## THE TASK
Give the whole listing again, exactly as written.
START EXTRACTED ENTRIES
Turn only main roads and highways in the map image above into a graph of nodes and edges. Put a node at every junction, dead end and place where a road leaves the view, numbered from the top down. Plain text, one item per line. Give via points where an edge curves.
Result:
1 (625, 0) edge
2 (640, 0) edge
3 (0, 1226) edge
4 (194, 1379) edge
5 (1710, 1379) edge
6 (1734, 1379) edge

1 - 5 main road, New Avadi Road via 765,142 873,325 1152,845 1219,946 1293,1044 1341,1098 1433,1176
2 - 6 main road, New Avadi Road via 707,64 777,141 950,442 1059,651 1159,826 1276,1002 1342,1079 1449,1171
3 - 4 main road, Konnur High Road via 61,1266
END EXTRACTED ENTRIES
## OUTPUT BELOW
Turn only main roads and highways in the map image above into a graph of nodes and edges. Put a node at every junction, dead end and place where a road leaves the view, numbered from the top down. Plain text, one item per line. Give via points where an edge curves.
Result:
1 (625, 0) edge
2 (640, 0) edge
3 (0, 1226) edge
4 (194, 1379) edge
5 (1710, 1379) edge
6 (1734, 1379) edge

1 - 5 main road, New Avadi Road via 765,142 873,325 1152,845 1219,946 1293,1044 1341,1098 1433,1176
2 - 6 main road, New Avadi Road via 707,64 777,141 950,442 1059,651 1159,826 1276,1002 1342,1079 1449,1171
3 - 4 main road, Konnur High Road via 61,1266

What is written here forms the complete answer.